No Land is the new musical piece of non-categorizable composer and guitar player Olivier Mellano.
At the crossroads of modern musical genres and new music, defying codes of traditional folk music, Olivier Mellano invited for this new projet the 30 musicians of Bagad Cesson and the marvelous voice of Brendan Perry from the Dead Can Dance duo.
Bagad contains a kind of martial ardour, an almost ecstatic self-discipline that moves me with its both rough and straight aspect, at first not appearing much pleasing and then that might completely take you. I wanted to see how we could make that ensemble sound different, with other harmonies, another form, another culture, still without rubbing out its characteristics and considering it sometimes as a compact whole of sounds, sometimes as an ensemble teeming with soloists. With No Land, the concern and the diversion of traditional codes outflank Celtic tradition and could just as well refer to the jajouka from North Africa or Balinese music; some signs of the sound-epilepsy of Terry Riley could also be brought back, Robert Frip’s weavings or stigmata from my own pop-rock-cold-noise culture that perfectly suits the bagad energy. As with my pieces for electric guitars or my ‘How we tried…’ symphony, there is something close to maximalism and to a will to wear out an instrumentarium so that an uncluttered shape might emerge. It is about finding a submergence state where reasoning is ineffective and it is about that other place where you can sometimes be propelled thanks to the sound.I have always felt mysteriously attracted to the sound of Breton Pipe bands. At the same time, traditional Breton music seemed to always have the opposite impact on me. Today, I am confronting my writing to that ensemble in an attempt to solve this paradox.

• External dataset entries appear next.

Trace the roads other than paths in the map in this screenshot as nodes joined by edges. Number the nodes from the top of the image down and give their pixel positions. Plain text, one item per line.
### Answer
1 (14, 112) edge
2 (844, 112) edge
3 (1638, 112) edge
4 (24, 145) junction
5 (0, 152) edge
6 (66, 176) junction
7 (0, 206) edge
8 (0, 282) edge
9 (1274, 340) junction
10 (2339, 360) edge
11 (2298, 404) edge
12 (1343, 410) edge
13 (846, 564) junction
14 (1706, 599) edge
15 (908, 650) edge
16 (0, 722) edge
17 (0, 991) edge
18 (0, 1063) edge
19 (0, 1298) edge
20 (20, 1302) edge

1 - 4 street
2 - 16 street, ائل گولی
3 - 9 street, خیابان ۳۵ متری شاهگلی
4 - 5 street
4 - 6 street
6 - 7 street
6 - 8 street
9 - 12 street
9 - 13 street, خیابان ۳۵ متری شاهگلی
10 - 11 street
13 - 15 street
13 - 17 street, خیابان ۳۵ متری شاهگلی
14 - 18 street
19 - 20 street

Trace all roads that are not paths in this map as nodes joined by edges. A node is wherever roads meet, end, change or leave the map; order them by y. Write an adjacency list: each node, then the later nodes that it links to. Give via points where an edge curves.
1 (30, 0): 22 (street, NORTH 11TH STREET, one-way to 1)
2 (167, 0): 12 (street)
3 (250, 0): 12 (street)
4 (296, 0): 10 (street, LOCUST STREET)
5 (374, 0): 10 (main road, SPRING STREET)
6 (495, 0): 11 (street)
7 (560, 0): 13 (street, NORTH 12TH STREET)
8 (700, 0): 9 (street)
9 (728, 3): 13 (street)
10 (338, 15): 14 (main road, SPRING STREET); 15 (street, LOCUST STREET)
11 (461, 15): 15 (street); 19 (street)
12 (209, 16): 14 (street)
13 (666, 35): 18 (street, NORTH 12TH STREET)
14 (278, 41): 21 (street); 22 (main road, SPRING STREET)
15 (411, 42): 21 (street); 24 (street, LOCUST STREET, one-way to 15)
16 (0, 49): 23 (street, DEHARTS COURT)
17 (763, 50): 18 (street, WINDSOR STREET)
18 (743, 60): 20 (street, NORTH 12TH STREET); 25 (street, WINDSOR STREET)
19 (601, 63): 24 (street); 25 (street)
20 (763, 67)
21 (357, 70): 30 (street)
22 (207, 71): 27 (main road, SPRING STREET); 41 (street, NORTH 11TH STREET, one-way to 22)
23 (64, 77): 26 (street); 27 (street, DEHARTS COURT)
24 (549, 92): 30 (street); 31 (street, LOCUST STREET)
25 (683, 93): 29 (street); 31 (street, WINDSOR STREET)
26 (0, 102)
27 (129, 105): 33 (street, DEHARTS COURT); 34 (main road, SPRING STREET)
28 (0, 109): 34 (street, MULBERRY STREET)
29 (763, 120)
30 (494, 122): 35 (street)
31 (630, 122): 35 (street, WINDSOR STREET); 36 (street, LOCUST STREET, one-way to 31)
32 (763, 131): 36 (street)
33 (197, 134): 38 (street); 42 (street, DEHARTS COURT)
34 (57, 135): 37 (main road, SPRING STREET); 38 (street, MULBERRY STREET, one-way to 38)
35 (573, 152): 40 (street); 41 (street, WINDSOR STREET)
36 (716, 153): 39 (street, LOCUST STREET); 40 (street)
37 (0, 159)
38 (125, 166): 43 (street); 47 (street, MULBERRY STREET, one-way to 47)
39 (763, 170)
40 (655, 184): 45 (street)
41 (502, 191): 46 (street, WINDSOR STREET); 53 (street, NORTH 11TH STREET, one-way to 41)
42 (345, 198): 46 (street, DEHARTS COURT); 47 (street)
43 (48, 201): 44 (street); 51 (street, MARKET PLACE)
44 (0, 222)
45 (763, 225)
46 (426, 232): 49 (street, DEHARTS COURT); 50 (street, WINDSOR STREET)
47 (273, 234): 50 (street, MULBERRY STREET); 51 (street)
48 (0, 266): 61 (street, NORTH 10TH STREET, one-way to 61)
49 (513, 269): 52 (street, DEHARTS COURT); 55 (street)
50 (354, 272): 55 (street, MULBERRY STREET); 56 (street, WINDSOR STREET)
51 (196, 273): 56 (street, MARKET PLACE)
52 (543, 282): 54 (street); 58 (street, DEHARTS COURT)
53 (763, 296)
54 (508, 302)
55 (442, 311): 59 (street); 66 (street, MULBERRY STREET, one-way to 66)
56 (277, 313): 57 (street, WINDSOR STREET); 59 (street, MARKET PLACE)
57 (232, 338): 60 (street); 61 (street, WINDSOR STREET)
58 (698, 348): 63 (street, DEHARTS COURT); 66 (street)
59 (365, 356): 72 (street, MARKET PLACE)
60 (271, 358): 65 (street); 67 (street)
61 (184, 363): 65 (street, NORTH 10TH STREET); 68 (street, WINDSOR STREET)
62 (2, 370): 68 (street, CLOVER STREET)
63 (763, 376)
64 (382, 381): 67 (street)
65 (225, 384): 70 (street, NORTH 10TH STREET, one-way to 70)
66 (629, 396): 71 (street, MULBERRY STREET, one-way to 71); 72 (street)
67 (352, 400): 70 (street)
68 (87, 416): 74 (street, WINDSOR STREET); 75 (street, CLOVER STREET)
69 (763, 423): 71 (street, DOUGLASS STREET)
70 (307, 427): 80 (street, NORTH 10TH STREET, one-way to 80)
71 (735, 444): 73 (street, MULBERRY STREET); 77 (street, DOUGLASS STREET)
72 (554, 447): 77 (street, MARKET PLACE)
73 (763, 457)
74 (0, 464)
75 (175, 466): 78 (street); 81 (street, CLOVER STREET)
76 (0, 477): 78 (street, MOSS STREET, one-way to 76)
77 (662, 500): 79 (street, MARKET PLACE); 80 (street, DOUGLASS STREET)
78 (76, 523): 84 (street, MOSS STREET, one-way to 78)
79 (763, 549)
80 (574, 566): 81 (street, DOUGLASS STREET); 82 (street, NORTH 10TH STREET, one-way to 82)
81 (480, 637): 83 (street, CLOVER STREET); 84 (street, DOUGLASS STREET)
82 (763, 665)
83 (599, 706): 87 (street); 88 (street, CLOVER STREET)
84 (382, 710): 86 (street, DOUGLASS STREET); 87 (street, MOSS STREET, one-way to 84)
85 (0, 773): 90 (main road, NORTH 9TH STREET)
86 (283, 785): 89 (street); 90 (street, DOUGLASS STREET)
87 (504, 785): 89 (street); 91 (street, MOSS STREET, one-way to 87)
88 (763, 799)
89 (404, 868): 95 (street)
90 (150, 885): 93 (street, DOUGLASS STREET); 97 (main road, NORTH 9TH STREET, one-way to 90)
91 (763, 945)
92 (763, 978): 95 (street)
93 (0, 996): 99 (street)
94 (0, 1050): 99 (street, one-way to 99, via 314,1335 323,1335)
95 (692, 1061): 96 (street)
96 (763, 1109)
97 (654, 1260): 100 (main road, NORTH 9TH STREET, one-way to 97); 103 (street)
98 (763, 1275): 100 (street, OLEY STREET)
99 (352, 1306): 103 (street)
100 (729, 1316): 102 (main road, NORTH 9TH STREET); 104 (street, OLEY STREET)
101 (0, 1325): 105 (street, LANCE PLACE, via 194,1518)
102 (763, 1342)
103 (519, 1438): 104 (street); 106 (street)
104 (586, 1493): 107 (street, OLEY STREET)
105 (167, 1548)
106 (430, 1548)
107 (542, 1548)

No Land is an open saga, an independent shape made of a whole single movement crossed by diverse energies, it is a sequence of stormy and serene landscapes above which a deep and powerful voice is floating, Brendan Perry’s one from the Dead Can Dance duo. His voice, one of the most beautiful in the world as far as I am concerned, has been guiding me for a long time and I assume it indirectly contributed to the composition since I have the impression that I wrote the vocal line to measure, so much his tone is familiar to me.
Who could deny that yesterday and today evils are not issued from the very moment someone attributed themselves a piece of the world, while cutting away its immensity, declaring themselves free but locking themselves up and starting by growing the stem of a system vowed to implosion. This canto proudly bears its own innocence and it might be from this repeated and accepted candour that we will find back the path of reason, of appeasement, even of a possible magnanimity. Olivier MellanoNo Land is a political fiction programme, a humanist and utopian song, an ode against anything that confines and reduces Man’s complexity.